Thursday, August 04, 2011

WINTER'S BONE - A Tale Of True Grit

WINTER'S BONE (drama) Repost for Malaysian readers
Cast: Jennifer Lawrence, John Hawkes, Lauren Sweetser, Kevin Breznahan, Isaiah Stone, Shelley Waggener, Ashlee Thompson, William White, Casey MacLaren and Valerie Richards
Director: Debra Granik
Screenplay: Debra Granik and Anne Rosellini, based on the novel by Daniel Woodrell
Time: 110 mins
Rating: * * * 1/2 (out of 4)

Ashlee Thompson, Jennifer Lawrence and Isaiah Stone

PREAMBLE: It sure took its own sweet time coming to Malaysia but for those who want to see this critically acclaimed film on the big screen, here's the chance - at GSC's International Screens. Winter's Bone is one of those movies where the atmosphere and locations are as much a part of the narrative as the events and characters. In this case, the setting is the Ozarks, an unyielding and unfriendly stretch of wasteland in south-western Missouri. There are no gunfights or showdowns to pump up our adrenaline, yet the movie is rife with conflict and danger provided both by the inhabitants and the environment.

What keeps us involved is the quest of a gutsy teenage girl who must find her father and save her home from being taken over by the State. Most of the time we don't know what is really going on, but that turns out to be part of the enjoyment in watching Winter's Bone.

WHAT'S IT ABOUT: It is mostly about Ree Dolly (Jennifer Lawrence) a 17-year-old who has to take care of her two younger siblings, Sonny (Isaiah Stone) and Ashlee (Ashlee Thompson), as well as her catatonic mother. Her father, a 'meth cooker' had been arrested by the cops and had put up their house as bond. Her dad's date in court is approaching but he is nowhere to be found.
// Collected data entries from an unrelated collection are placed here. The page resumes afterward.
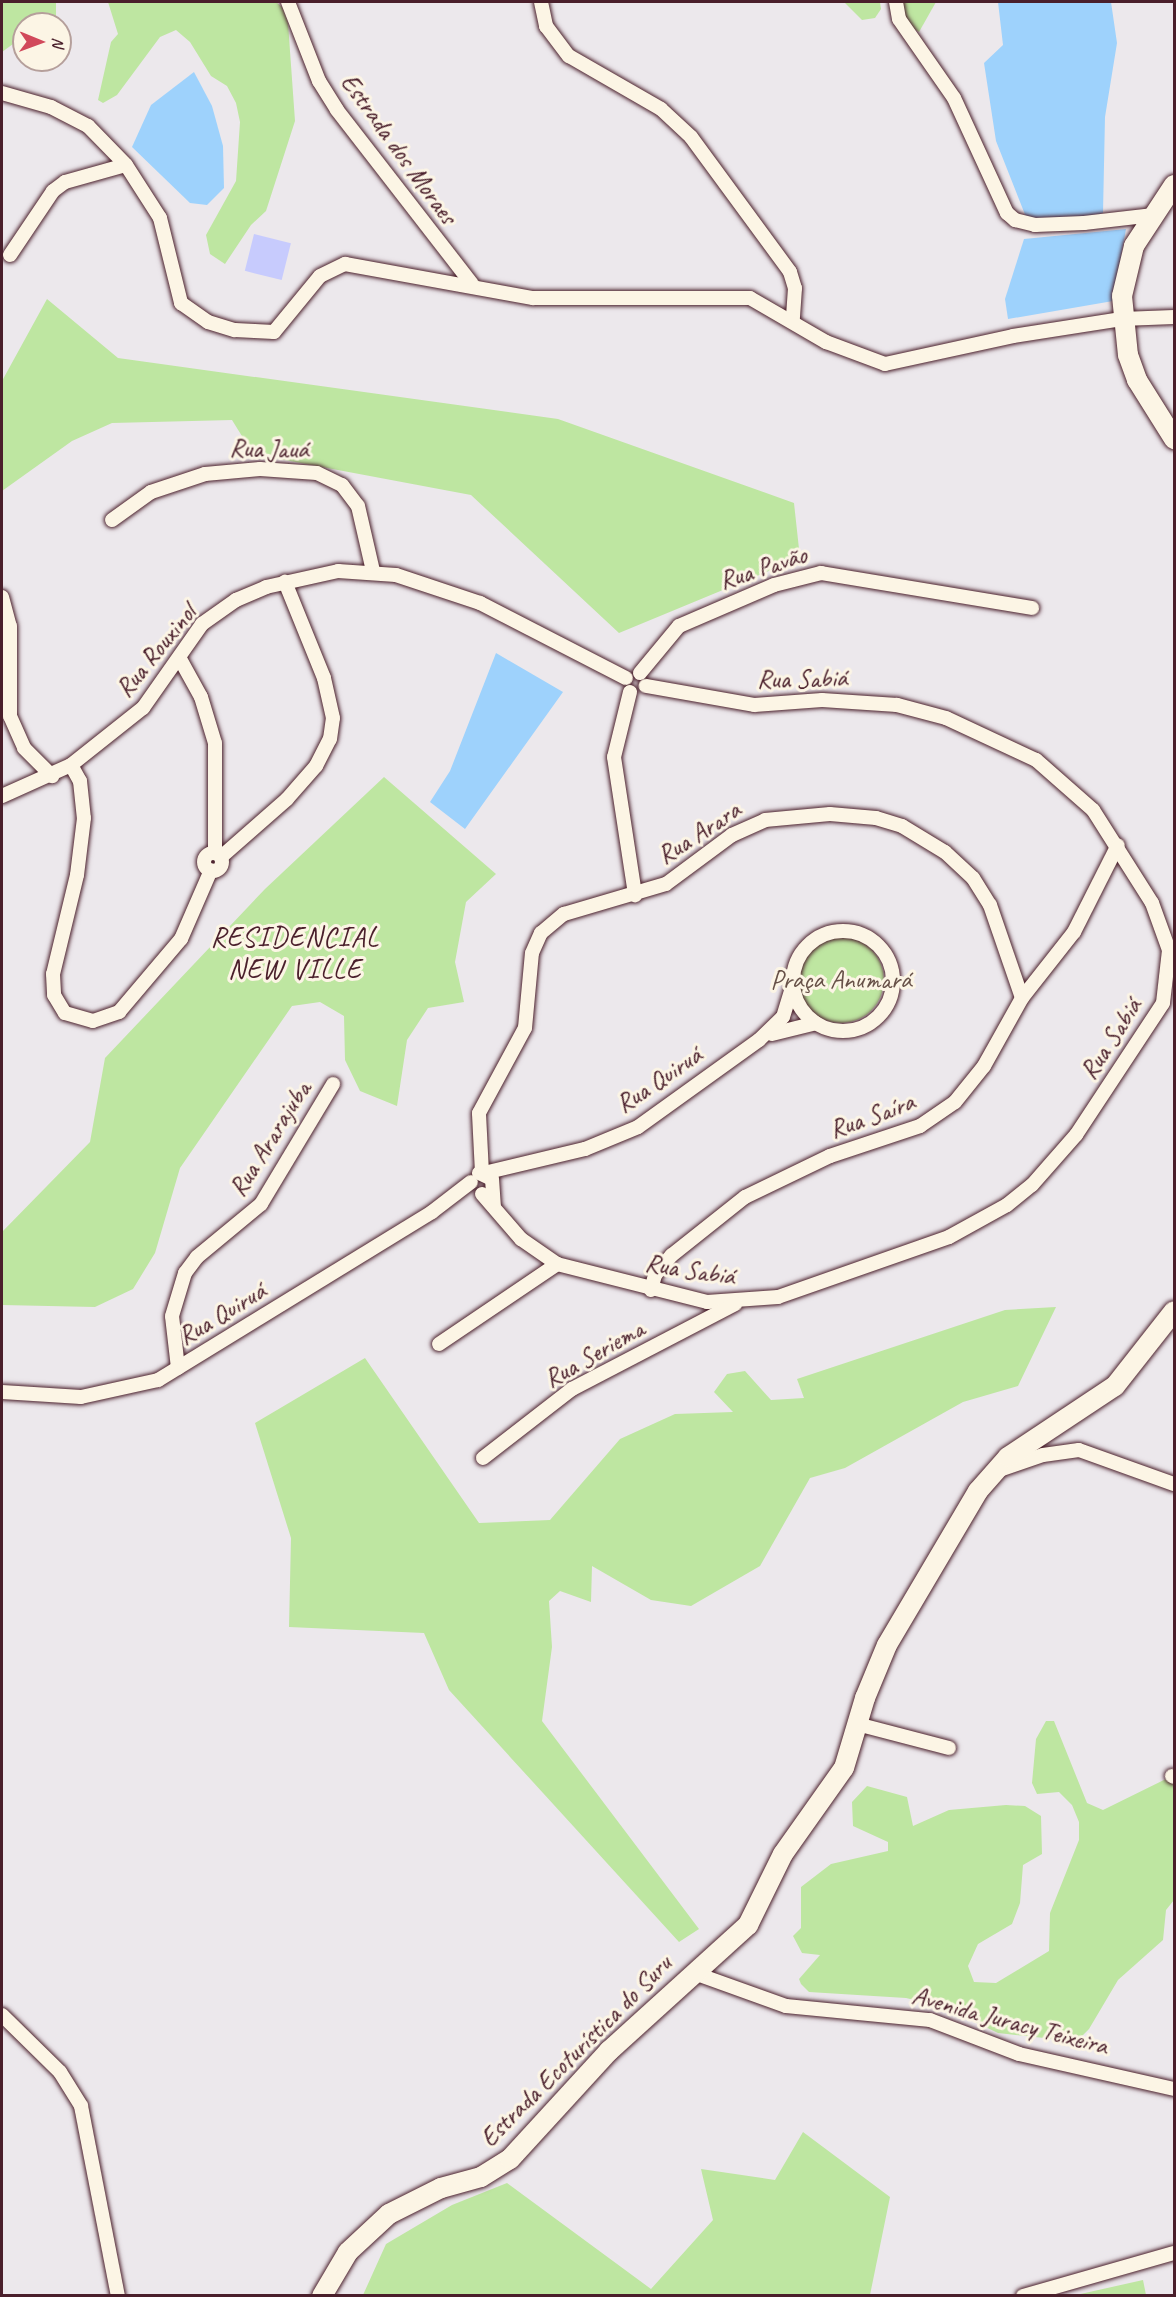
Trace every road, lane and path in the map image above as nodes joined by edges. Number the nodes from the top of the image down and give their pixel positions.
1 (288, 2) edge
2 (541, 2) edge
3 (896, 2) edge
4 (2, 93) edge
5 (126, 165) junction
6 (1174, 185) edge
7 (1154, 215) junction
8 (10, 255) dead end
9 (472, 284) junction
10 (1174, 317) edge
11 (793, 319) junction
12 (1122, 319) junction
13 (1174, 439) edge
14 (112, 520) dead end
15 (373, 571) junction
16 (285, 582) junction
17 (2, 597) edge
18 (1032, 608) dead end
19 (180, 659) junction
20 (167, 677) junction
21 (626, 678) junction
22 (643, 679) junction
23 (192, 680) junction
24 (630, 692) junction
25 (71, 765) junction
26 (52, 776) junction
27 (2, 796) edge
28 (1118, 845) junction
29 (212, 860) junction
30 (635, 895) junction
31 (793, 985) junction
32 (1022, 998) junction
33 (816, 1023) junction
34 (759, 1040) junction
35 (333, 1083) dead end
36 (482, 1183) junction
37 (540, 1255) junction
38 (557, 1264) junction
39 (531, 1280) junction
40 (651, 1290) junction
41 (737, 1304) junction
42 (1174, 1311) edge
43 (439, 1344) dead end
44 (178, 1368) junction
45 (2, 1392) edge
46 (483, 1458) dead end
47 (992, 1473) junction
48 (1174, 1484) edge
49 (857, 1724) junction
50 (949, 1748) dead end
51 (694, 1973) junction
52 (2, 2015) edge
53 (1174, 2089) edge
54 (1174, 2253) edge
55 (118, 2295) edge
56 (322, 2295) edge
57 (1023, 2295) edge

1 - 9 street, Estrada dos Moraes
2 - 11 street
3 - 7 street
4 - 5 street
5 - 8 street
5 - 9 street
6 - 7 main road
7 - 12 main road
9 - 11 street
10 - 12 street
11 - 12 street
12 - 13 main road
14 - 15 street, Rua Jauá
15 - 16 street, Rua Rouxinol
15 - 21 street, Rua Rouxinol
16 - 19 street, Rua Rouxinol
16 - 29 street
17 - 26 street
18 - 22 street, Rua Pavão
19 - 20 street, Rua Rouxinol
19 - 23 street
20 - 23 street
20 - 25 street, Rua Rouxinol
21 - 22 street
21 - 24 street
22 - 24 street
22 - 28 street, Rua Sabiá
23 - 29 street
24 - 30 street
25 - 26 street, Rua Rouxinol
25 - 29 street
26 - 27 street, Rua Rouxinol
28 - 32 street, Rua Saíra
28 - 41 street, Rua Sabiá
30 - 32 street, Rua Arara
30 - 36 street, Rua Arara
31 - 33 street
31 - 33 street
31 - 34 street
32 - 40 street, Rua Saíra
33 - 34 street
34 - 36 street, Rua Quiruá
35 - 44 street, Rua Ararajuba
36 - 37 street, Rua Sabiá
36 - 44 street, Rua Quiruá
37 - 38 street, Rua Sabiá
37 - 39 street
38 - 39 street
38 - 40 street, Rua Sabiá
39 - 43 street
40 - 41 street, Rua Sabiá
41 - 46 street, Rua Seriema
42 - 47 main road, Estrada Ecoturística do Suru
44 - 45 street, Rua Quiruá
47 - 48 street
47 - 49 main road, Estrada Ecoturística do Suru
49 - 50 street
49 - 51 main road, Estrada Ecoturística do Suru
51 - 53 street, Avenida Juracy Teixeira
51 - 56 main road, Estrada Ecoturística do Suru
52 - 55 street
54 - 57 street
To prevent her family from being thrown out of their home, Ree must look for her father and convince him to show up in court!

This sounds easy under normal circumstances but we are soon to discover that Ree's extended family are all involved in the illegal drug trade - and there's a code of silence that governs all of them. Ask no questions and you'll get no trouble. However, with her family's welfare at stake, Ree has no choice but to 'poke around' - with the help of her uncle, a seemingly cowardly dude named Teardrop (John Hawkes).

HITS & MISSES: Based on Daniel Woodrell's 2006 novel, this is not the usual story about how a gutsy girl fights against the odds to save her loved ones; it is about how she meanders through the need to discover the truth and the clan's code of silence in order to survive in a world that seems alienated from the rest. Ree's home has no television; they hunt squirrels for food and burn wood for heat. She expects charity from neighbours, saying: "Never ask for something that should be offered." It is rather fascinating that such a place still exists in the US - and director Debra Granik captures it well.

Well, the most fascinating aspect of Winter's Bone is the performance of 19-year-old Lawrence (right). Her baby face and chubby cheeks endear her to the audience readily but it is the subtle nuances we see in her expressions that provide the emotional impact of the movie. Hawkes (of TV's Big Love) supports credibly as Dee's uncle.

Winter's Bone is the third feature from Granik. It won two awards at the 2010 Sundance Film Festival, including the Grand Jury Prize. It was nominated for four 2011 Academy Award nominations: Best Picture, Best Adapted Screenplay, Best Actress and Best Supporting Actor.

THE LOWDOWN: This tale of True Grit is both touching and fascinating.